Certainly it can be said that his company is not an American company, but an international company…. The company has not only worked hardship on the people of the U.S. but also people in Germany. When the German section of the world monopoly grew too burdensome on the German people, the Hitler Government apparently sought to interfere…. The entire world citizenry is hampered by an international monster and the indirect evidence herein presented seems to the writer conclusive enough to warrant an extensive search into files of the companies mentioned so that direct evidence may be obtained.5
THROUGHOUT 1942, a number of American companies were grandly exposed for extensive dealings with Nazi Germany. A so-called “Proclaimed List” of blacklisted companies had grown from 1,800 in the summer of 1941 to 5,000 European and Latin American companies by mid-January 1942. These prohibited firms were considered either Nazi-owned or Nazi-connected, whether located in Nazi Europe or in neutral countries such as Portugal, Spain, or Switzerland. Of course, all direct trading with Germany and Italy was prohibited. Some firms were included merely because they were considered Axis sympathizers.6
For example, on January 14, 1942, five controlling senior executives of General Aniline and Film Corporation, America’s third-largest dyestuff manufacturer, were banned from the company by the Treasury Department.
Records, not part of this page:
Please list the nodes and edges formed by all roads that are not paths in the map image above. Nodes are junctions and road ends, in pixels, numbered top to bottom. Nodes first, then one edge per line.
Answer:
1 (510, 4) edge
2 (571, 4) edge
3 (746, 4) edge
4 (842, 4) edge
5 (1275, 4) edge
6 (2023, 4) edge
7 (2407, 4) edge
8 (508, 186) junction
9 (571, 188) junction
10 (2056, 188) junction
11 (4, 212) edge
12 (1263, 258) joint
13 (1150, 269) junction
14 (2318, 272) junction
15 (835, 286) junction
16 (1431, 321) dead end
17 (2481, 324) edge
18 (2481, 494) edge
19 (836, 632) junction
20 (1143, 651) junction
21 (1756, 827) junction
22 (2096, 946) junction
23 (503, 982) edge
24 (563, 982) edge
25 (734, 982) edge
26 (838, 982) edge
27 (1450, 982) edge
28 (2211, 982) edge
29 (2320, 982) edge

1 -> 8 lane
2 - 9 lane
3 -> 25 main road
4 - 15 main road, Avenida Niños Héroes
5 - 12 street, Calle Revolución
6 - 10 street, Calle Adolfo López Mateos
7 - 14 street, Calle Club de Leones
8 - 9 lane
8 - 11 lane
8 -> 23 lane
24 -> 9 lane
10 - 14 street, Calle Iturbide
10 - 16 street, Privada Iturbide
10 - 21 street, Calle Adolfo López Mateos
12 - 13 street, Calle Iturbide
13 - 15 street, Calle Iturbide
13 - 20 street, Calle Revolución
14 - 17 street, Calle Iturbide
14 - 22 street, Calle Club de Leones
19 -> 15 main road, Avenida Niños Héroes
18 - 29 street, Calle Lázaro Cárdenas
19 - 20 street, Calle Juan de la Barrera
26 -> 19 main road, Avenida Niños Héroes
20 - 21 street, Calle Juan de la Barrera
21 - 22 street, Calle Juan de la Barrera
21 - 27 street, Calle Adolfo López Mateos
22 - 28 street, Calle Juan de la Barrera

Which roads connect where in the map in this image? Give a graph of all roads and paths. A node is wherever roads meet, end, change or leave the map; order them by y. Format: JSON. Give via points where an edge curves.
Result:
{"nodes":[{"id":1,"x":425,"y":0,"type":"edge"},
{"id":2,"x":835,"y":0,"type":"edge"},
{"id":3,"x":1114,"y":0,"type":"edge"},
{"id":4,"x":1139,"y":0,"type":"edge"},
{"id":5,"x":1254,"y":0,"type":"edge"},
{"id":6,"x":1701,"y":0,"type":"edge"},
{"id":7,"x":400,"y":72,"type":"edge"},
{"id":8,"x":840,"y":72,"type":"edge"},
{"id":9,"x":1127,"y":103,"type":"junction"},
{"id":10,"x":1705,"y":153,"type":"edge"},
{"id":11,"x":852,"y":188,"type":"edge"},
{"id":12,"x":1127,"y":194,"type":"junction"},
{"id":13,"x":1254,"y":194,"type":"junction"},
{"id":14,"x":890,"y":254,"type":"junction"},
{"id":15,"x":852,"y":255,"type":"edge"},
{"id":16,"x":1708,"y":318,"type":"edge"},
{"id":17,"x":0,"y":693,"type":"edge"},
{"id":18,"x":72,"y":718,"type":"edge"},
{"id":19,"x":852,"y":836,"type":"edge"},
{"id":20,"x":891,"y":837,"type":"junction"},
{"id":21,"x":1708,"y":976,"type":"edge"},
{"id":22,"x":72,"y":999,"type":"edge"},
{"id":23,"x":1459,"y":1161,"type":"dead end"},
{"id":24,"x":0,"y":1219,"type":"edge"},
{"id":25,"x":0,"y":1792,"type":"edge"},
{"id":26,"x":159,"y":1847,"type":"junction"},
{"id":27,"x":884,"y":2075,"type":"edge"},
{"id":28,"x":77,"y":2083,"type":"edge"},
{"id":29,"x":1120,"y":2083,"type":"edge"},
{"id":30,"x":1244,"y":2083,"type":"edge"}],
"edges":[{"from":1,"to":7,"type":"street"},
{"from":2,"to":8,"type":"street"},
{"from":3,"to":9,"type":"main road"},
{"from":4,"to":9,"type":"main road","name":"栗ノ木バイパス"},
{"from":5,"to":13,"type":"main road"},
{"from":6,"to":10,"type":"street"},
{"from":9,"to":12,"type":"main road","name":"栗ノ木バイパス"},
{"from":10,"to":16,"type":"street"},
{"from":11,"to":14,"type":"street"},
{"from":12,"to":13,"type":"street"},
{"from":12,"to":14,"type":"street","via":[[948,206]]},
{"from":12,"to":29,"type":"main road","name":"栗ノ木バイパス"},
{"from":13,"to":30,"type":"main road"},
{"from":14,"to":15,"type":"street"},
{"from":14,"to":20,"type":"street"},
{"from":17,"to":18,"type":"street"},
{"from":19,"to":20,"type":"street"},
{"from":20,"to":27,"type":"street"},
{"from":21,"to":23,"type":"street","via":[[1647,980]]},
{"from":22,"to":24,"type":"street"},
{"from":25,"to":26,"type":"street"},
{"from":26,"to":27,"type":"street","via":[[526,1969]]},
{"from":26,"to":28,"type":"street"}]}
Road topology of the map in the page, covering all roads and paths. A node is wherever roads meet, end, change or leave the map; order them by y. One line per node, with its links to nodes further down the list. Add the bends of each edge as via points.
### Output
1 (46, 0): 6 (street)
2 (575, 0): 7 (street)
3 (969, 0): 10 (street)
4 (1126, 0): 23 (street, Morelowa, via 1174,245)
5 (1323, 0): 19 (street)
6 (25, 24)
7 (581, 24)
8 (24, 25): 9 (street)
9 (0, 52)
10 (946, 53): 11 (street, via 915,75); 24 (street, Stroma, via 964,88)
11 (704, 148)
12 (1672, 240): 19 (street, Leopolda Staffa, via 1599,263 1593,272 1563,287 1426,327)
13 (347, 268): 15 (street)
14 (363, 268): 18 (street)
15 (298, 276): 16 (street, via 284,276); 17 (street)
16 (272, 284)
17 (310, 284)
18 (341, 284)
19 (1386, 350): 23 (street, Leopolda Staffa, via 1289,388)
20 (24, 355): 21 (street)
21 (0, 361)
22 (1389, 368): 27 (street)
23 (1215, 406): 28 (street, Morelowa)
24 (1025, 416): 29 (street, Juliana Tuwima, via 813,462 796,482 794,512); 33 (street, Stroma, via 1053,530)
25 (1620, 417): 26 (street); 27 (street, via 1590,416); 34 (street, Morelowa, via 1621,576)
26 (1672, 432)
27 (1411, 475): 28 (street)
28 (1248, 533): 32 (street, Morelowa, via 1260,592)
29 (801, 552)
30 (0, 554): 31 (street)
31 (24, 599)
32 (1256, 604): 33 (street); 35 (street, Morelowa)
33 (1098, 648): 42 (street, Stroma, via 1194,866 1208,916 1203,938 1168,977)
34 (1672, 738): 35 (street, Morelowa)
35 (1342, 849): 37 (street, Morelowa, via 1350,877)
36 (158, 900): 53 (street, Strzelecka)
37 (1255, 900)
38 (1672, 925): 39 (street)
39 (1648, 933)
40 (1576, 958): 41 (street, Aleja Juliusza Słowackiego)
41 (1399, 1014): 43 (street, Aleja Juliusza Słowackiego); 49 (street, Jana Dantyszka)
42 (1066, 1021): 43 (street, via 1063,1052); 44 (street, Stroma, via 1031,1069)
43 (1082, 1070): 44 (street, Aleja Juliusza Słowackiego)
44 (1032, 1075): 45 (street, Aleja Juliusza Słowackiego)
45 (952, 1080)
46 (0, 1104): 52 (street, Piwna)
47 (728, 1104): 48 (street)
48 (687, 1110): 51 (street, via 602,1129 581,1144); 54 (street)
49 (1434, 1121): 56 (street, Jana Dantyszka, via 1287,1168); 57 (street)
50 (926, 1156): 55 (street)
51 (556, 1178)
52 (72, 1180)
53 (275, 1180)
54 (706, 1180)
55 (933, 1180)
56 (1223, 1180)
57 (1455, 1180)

All were American citizens, but of German birth, and had for years been suspected of close ties to the German conglomerate I.G. Farbenindustrie. The suspicion was that I.G. Farben either secretly owned Aniline, or could dominate it through the five German-Americans.7
On March 26, 1942, a Congressional Committee castigated Standard Oil of New Jersey for turning over synthetic rubber processes to the German Navy while withholding the same technical information from the United States and British militaries. Investigators cited company correspondence and a secret pre-Pearl Harbor trade arrangement with I.G. Farbenindustrie to permit a “modus vivendi which would operate through the term of the war, whether or not the United States came in.” Senator Harry Truman, who headed up a special defense investigating committee, publicly excoriated Standard Oil’s arrangement as “treason” and “an outrage.” An assistant U.S. attorney general described the pact as a “devise for the continuation of the conspiracy through the war.” In reporting the scandal, the New York Times ran an adjacent article headlined “Standard Oil Men Silent on Charges.”8
Further revelations documented that Standard Oil tried to do business with Nazi firms in Occupied France, including the construction of an aviation fuel refinery. In its allegations against Standard Oil, the Justice Department repeatedly emphasized that scores of American companies had been quietly capitalizing on relationships with Nazi Germany. In fact, said the Justice Department, Farben alone had consummated contracts with more than 100 hundred American firms, and that those efforts had retarded America’s military preparedness by tying up patents and resources.9
Certainly scores of American firms used international connections to trade with the enemy. None of them needed more than their own profit motive to pursue such deals. Many of them were proud members of the International Chamber of Commerce, which, during Watson’s tenure, espoused an official enthusiasm for trade with the Hitler regime.